In the midst of oppressive depression and negativity, I started to let go of my own insane thinking and hold on to these facts: 1) God was bigger than I was; 2) Because I had at one time received Christ as my Savior, He honored His promise to save me and join His Holy Spirit to my spirit forever; 3) Although I was not faithful to Him, He was faithful to me because that’s His unchanging nature; and 4) His grace (unmerited favor and mercy) was totally outside my senses but was constantly being poured out to me in Christ.
But the breakthrough came when my "world" came crashing down. The week before Thanksgiving, 1995, I was gently but firmly told that my behavior at work was unsatisfactory and that I had to get professional psycho-logical help to keep my job. That’s when I gave up. I gave up hope, and I gave up believing my own thoughts, reasoning, and feelings. I knew I could not help myself.

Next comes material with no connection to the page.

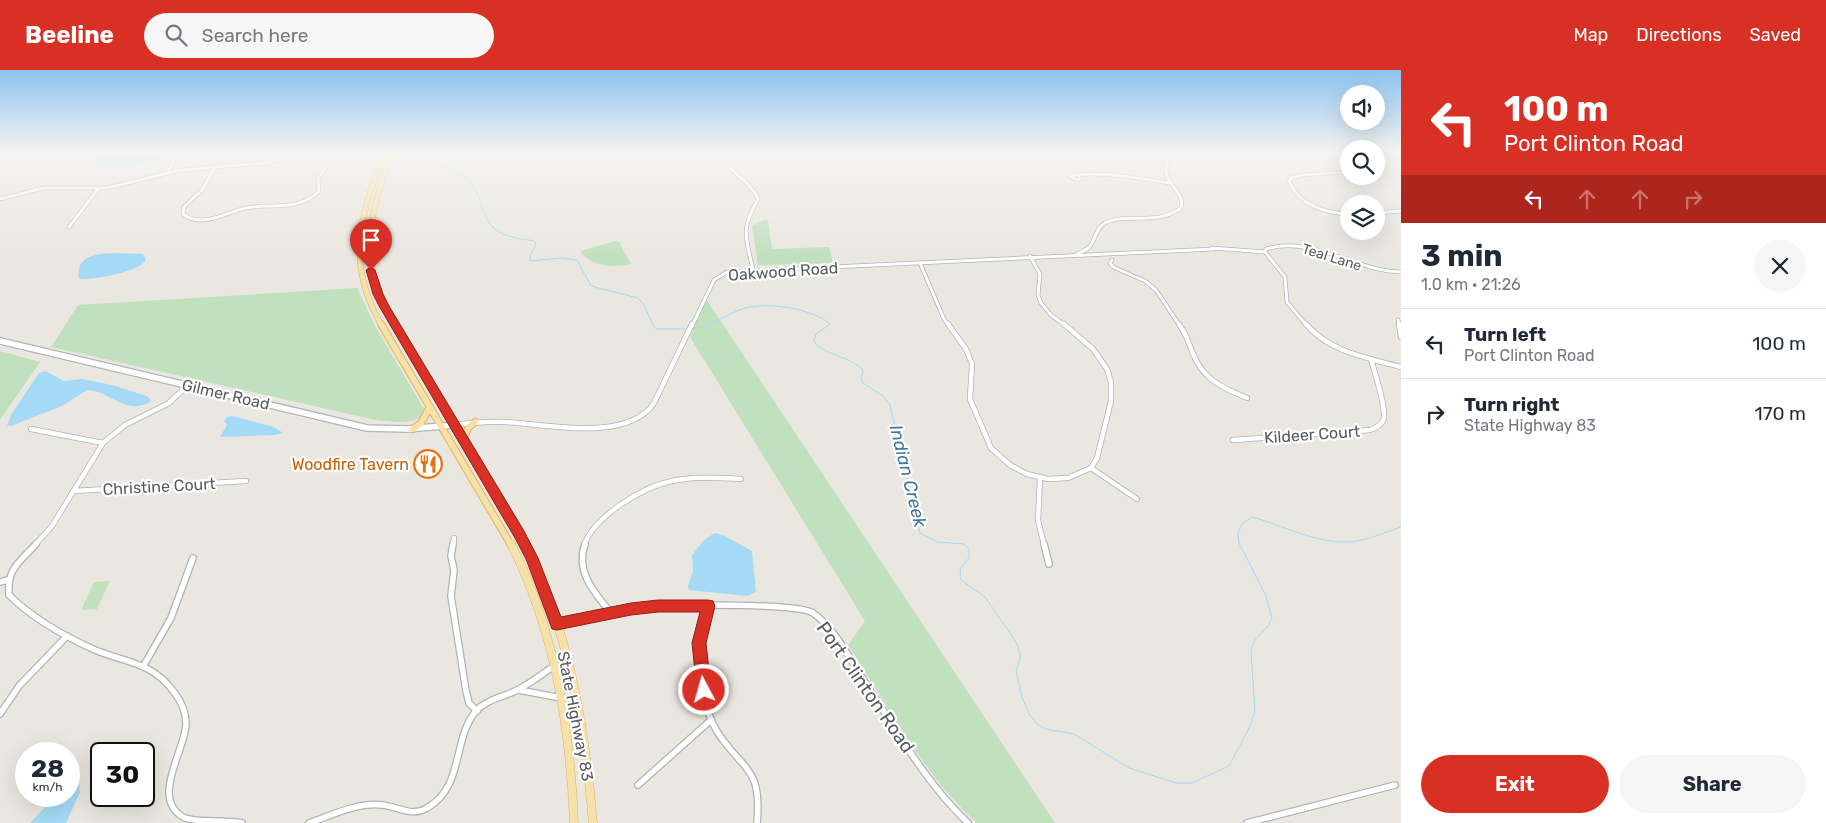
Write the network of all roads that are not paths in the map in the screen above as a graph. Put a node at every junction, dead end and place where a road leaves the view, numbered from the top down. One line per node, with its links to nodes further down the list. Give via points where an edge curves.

Powerless, I began to take direction from those I trusted, believing that God was in control of everything that came to me, and He had my ultimate good at heart. I had to trust Him in spite of my fears and doubts, or I would go back to hopeless despair. I was relieved to begin crying for the first time in months as I acknowledged my total selfishness and poured out my shame. All the while I felt that if I didn’t somehow control the situation, I couldn’t trust that there was anything or anyone that could help me. But I was powerless–all I could do was trust the God of the Bible to lead me. I was totally blind.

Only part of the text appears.